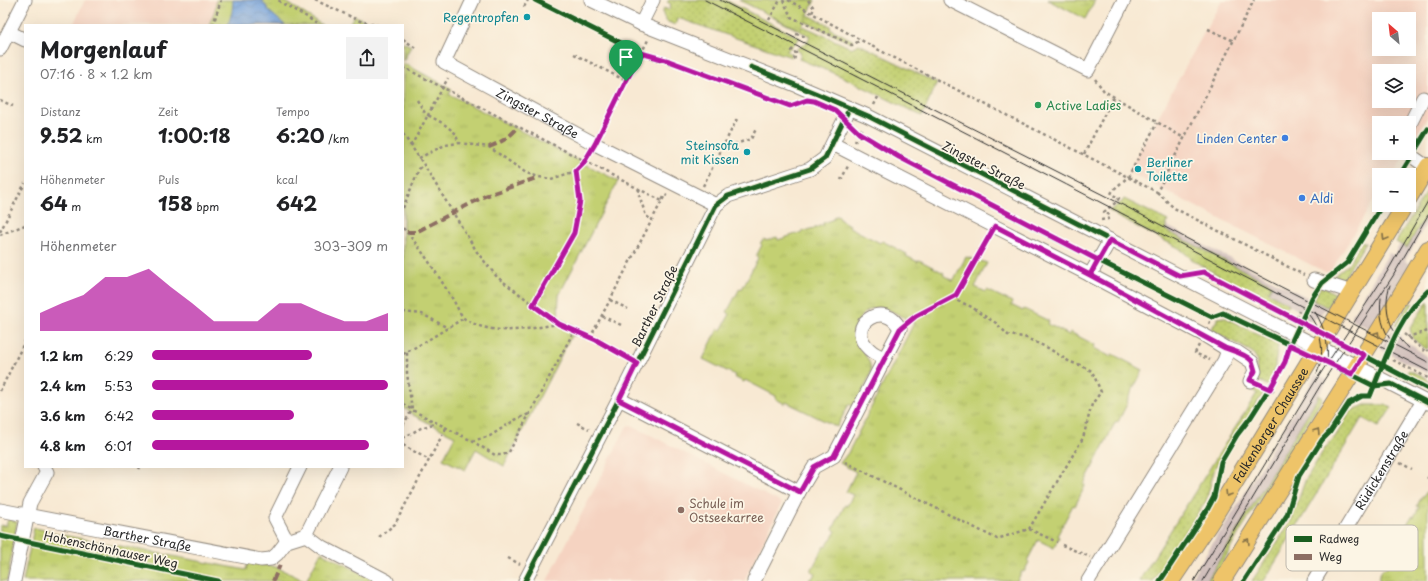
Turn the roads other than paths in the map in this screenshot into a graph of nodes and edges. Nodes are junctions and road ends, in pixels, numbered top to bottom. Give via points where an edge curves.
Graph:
1 (25, 0) edge
2 (473, 0) edge
3 (591, 0) edge
4 (654, 0) edge
5 (950, 0) edge
6 (1124, 0) edge
7 (640, 24) junction
8 (9, 32) junction
9 (24, 40) edge
10 (0, 49) edge
11 (1423, 98) dead end
12 (847, 113) junction
13 (1414, 116) edge
14 (833, 144) junction
15 (1416, 159) edge
16 (1428, 166) edge
17 (1416, 186) edge
18 (716, 205) junction
19 (1401, 212) edge
20 (1110, 240) junction
21 (1428, 248) edge
22 (1090, 275) junction
23 (1314, 280) road end
24 (1352, 292) junction
25 (1225, 348) junction
26 (1318, 348) junction
27 (885, 358) junction
28 (1356, 367) junction
29 (1250, 380) road end
30 (619, 400) junction
31 (1426, 402) edge
32 (45, 468) edge
33 (300, 468) edge
34 (340, 468) edge
35 (800, 492) junction
36 (0, 510) edge
37 (28, 515) junction
38 (1349, 525) edge
39 (306, 535) junction
40 (287, 540) junction
41 (1320, 571) edge
42 (14, 581) edge
43 (387, 581) edge
44 (525, 581) edge
45 (754, 581) edge
46 (1088, 581) edge
47 (1171, 581) edge
48 (1222, 581) edge
49 (1314, 581) edge

1 - 8 street
2 - 18 street, Zingster Straße via 444,62 595,144
3 - 7 street, Zingster Straße
4 - 7 street
5 - 6 street via 1088,70
7 - 12 street, Zingster Straße via 776,77
8 - 9 street
8 - 10 street
11 - 13 street
12 - 14 street
12 - 20 street, Zingster Straße via 868,116
14 - 18 street via 826,158 810,170 728,196
14 - 22 street
15 - 16 street
16 - 17 main road
18 - 30 street, Barther Straße
19 -> 24 main road, Falkenberger Chaussee
20 - 22 street
20 - 26 street, Zingster Straße
28 -> 21 main road
22 - 25 street
23 - 24 street
24 - 26 main road, Falkenberger Chaussee
25 - 29 street via 1252,362 1255,371
25 - 46 street via 1227,353 1221,366
26 - 28 street, Zingster Straße
26 -> 47 main road, Falkenberger Chaussee via 1210,523
27 - 27 street via 900,329 893,319 884,315 874,316 862,325 861,339 870,351
27 - 35 street via 834,456 814,467
28 - 31 street, Rüdickenstraße
48 -> 28 main road
30 - 35 street
30 - 44 street, Barther Straße
31 - 38 street, Rüdickenstraße
32 - 37 street via 47,472 30,503
33 - 40 street via 275,518
34 - 39 street
35 - 45 street
36 - 37 street, Barther Straße
37 - 40 street, Barther Straße via 261,560 271,559 278,554
37 - 42 street
39 - 40 street
39 - 43 street via 322,547
41 - 49 street, Rüdickenstraße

#### [TASK]
Return, from the data above, each line in which the string "Barther" appears.

#### [WRITTEN RESPONSE]
18 - 30 street, Barther Straße
30 - 44 street, Barther Straße
36 - 37 street, Barther Straße
37 - 40 street, Barther Straße via 261,560 271,559 278,554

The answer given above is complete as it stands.